> _EXERCISE INSTRUCTIONS_
Word for word, the data below must be repeated in full; no picture is to be included.

******************************

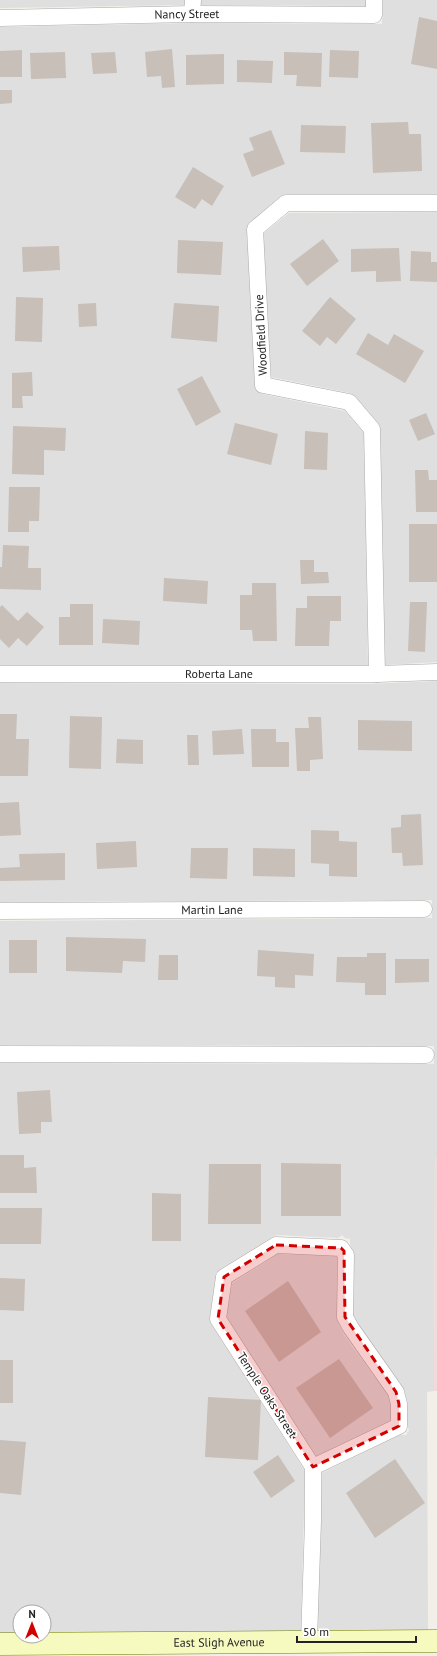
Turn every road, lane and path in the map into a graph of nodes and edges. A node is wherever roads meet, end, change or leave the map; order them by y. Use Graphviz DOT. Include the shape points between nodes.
graph roads {
  1 [pos="193,7"];
  2 [pos="374,7"];
  3 [pos="0,18"];
  4 [pos="437,203"];
  5 [pos="437,672"];
  6 [pos="0,674"];
  7 [pos="377,674"];
  8 [pos="424,909"];
  9 [pos="0,912"];
  10 [pos="0,1054"];
  11 [pos="426,1055"];
  12 [pos="314,1467"];
  13 [pos="309,1641"];
  14 [pos="0,1644"];
  15 [pos="433,1646"];
  1 -- 2 [label="street, Nancy Street"];
  1 -- 3 [label="street, Nancy Street"];
  4 -- 7 [label="street, Woodfield Drive" via="286,203 255,229 263,385 349,402 372,429"];
  5 -- 7 [label="street, Roberta Lane"];
  6 -- 7 [label="street, Roberta Lane"];
  8 -- 9 [label="street, Martin Lane"];
  10 -- 11 [label="street"];
  12 -- 12 [label="street, Temple Oaks Street" via="218,1319 224,1278 276,1245 341,1248 346,1255 345,1317 350,1328 396,1392 400,1404 399,1426"];
  12 -- 13 [label="street"];
  13 -- 14 [label="street, East Sligh Avenue"];
  13 -- 15 [label="street, East Sligh Avenue"];
}
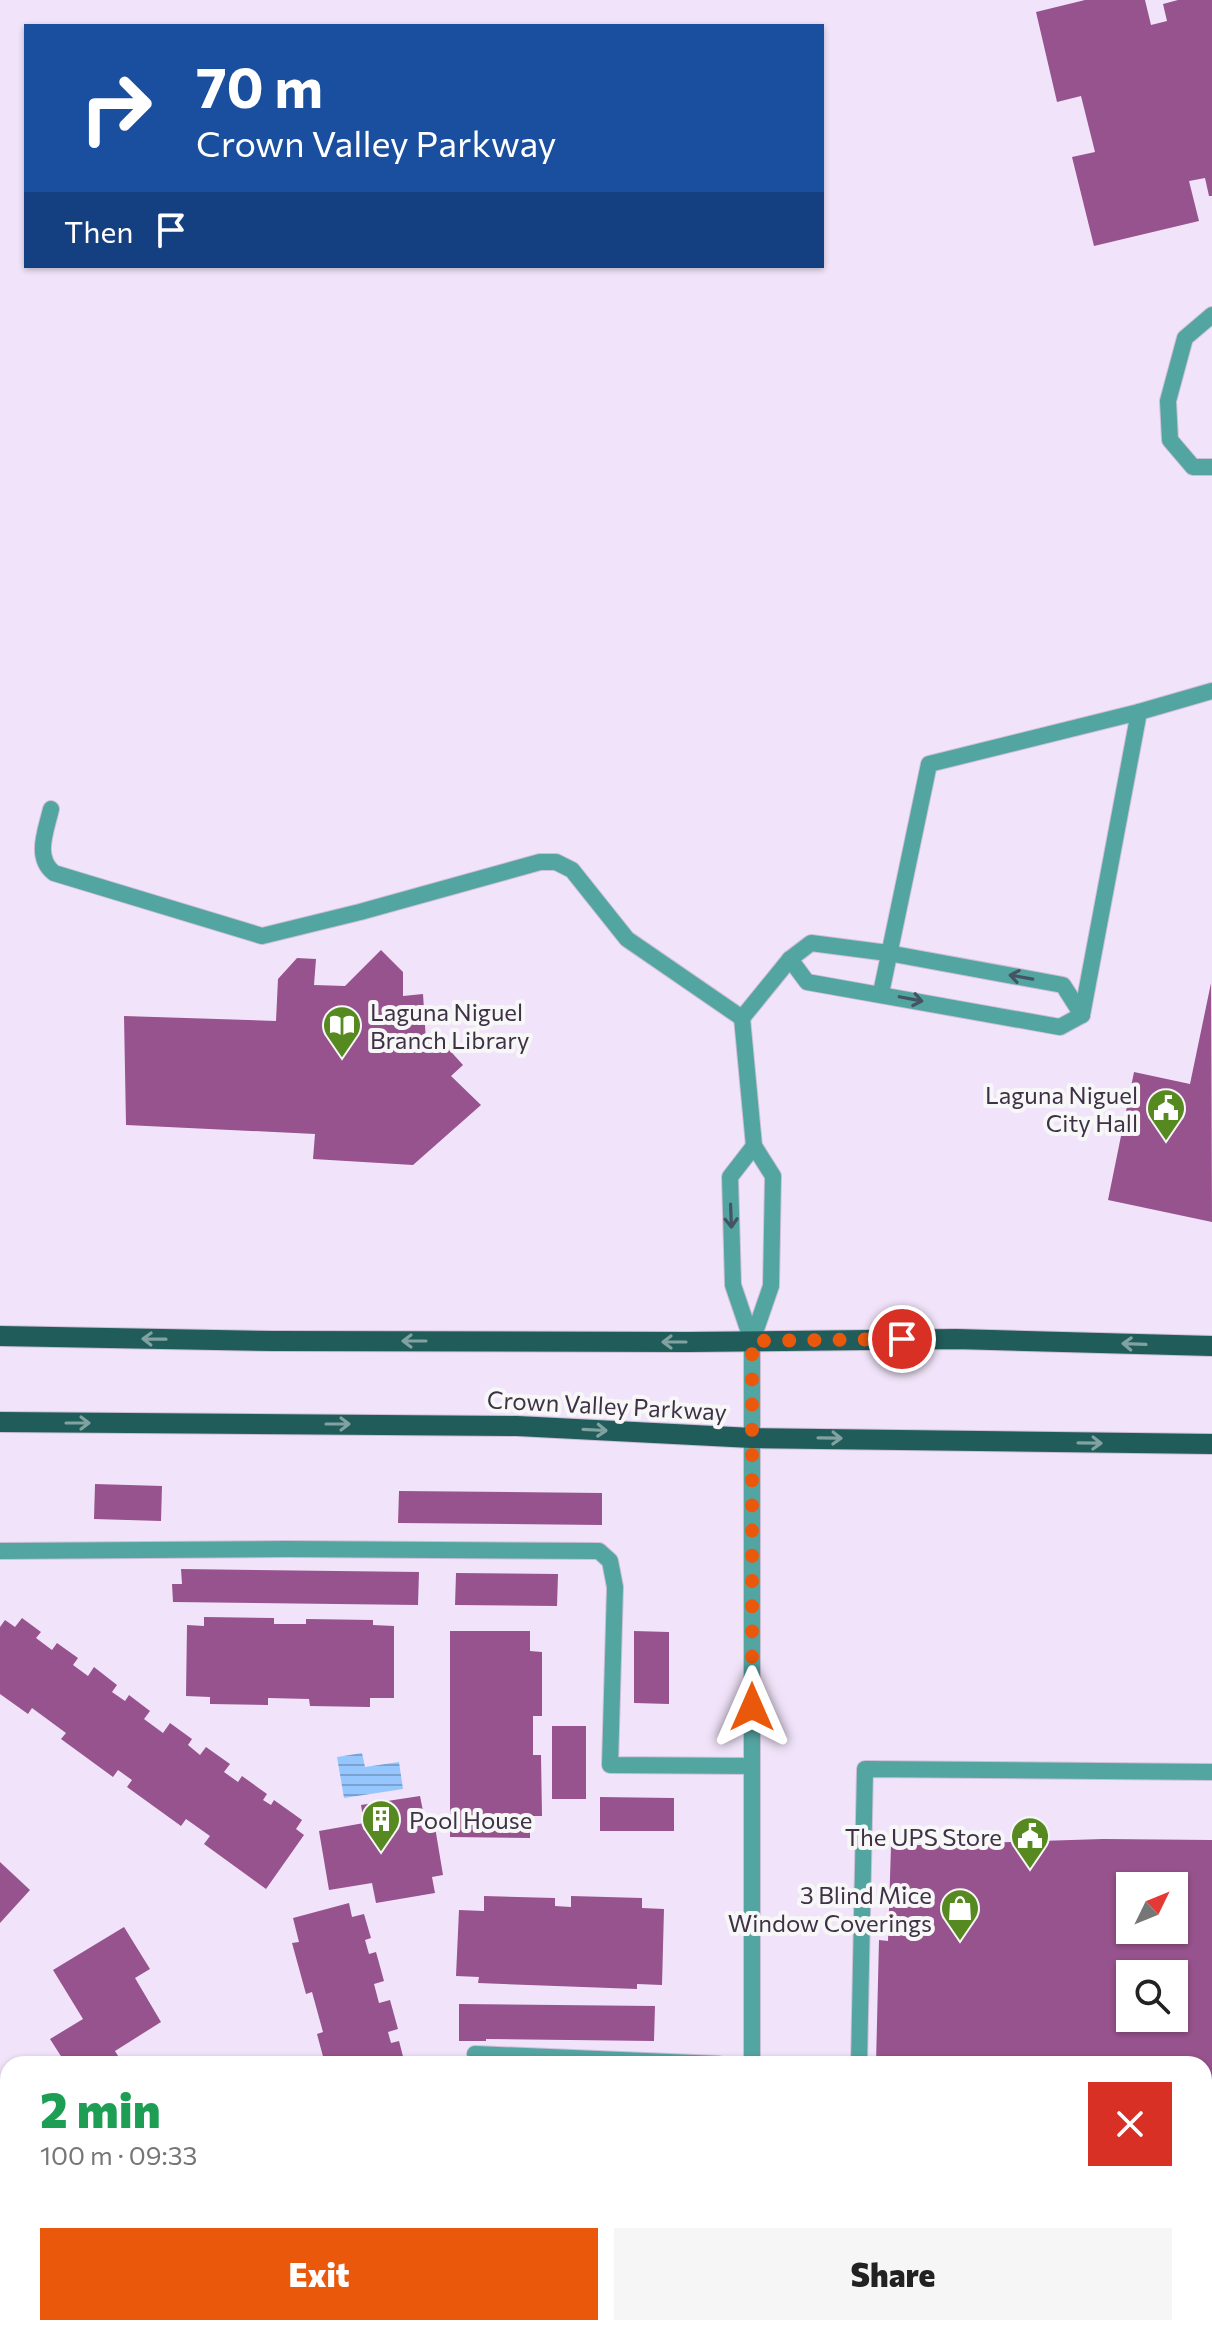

******************************

> _OUTPUT FOR THIS EXERCISE_
Turn every road, lane and path in the map into a graph of nodes and edges. A node is wherever roads meet, end, change or leave the map; order them by y. Use Graphviz DOT. Include the shape points between nodes.
graph roads {
  1 [pos="193,7"];
  2 [pos="374,7"];
  3 [pos="0,18"];
  4 [pos="437,203"];
  5 [pos="437,672"];
  6 [pos="0,674"];
  7 [pos="377,674"];
  8 [pos="424,909"];
  9 [pos="0,912"];
  10 [pos="0,1054"];
  11 [pos="426,1055"];
  12 [pos="314,1467"];
  13 [pos="309,1641"];
  14 [pos="0,1644"];
  15 [pos="433,1646"];
  1 -- 2 [label="street, Nancy Street"];
  1 -- 3 [label="street, Nancy Street"];
  4 -- 7 [label="street, Woodfield Drive" via="286,203 255,229 263,385 349,402 372,429"];
  5 -- 7 [label="street, Roberta Lane"];
  6 -- 7 [label="street, Roberta Lane"];
  8 -- 9 [label="street, Martin Lane"];
  10 -- 11 [label="street"];
  12 -- 12 [label="street, Temple Oaks Street" via="218,1319 224,1278 276,1245 341,1248 346,1255 345,1317 350,1328 396,1392 400,1404 399,1426"];
  12 -- 13 [label="street"];
  13 -- 14 [label="street, East Sligh Avenue"];
  13 -- 15 [label="street, East Sligh Avenue"];
}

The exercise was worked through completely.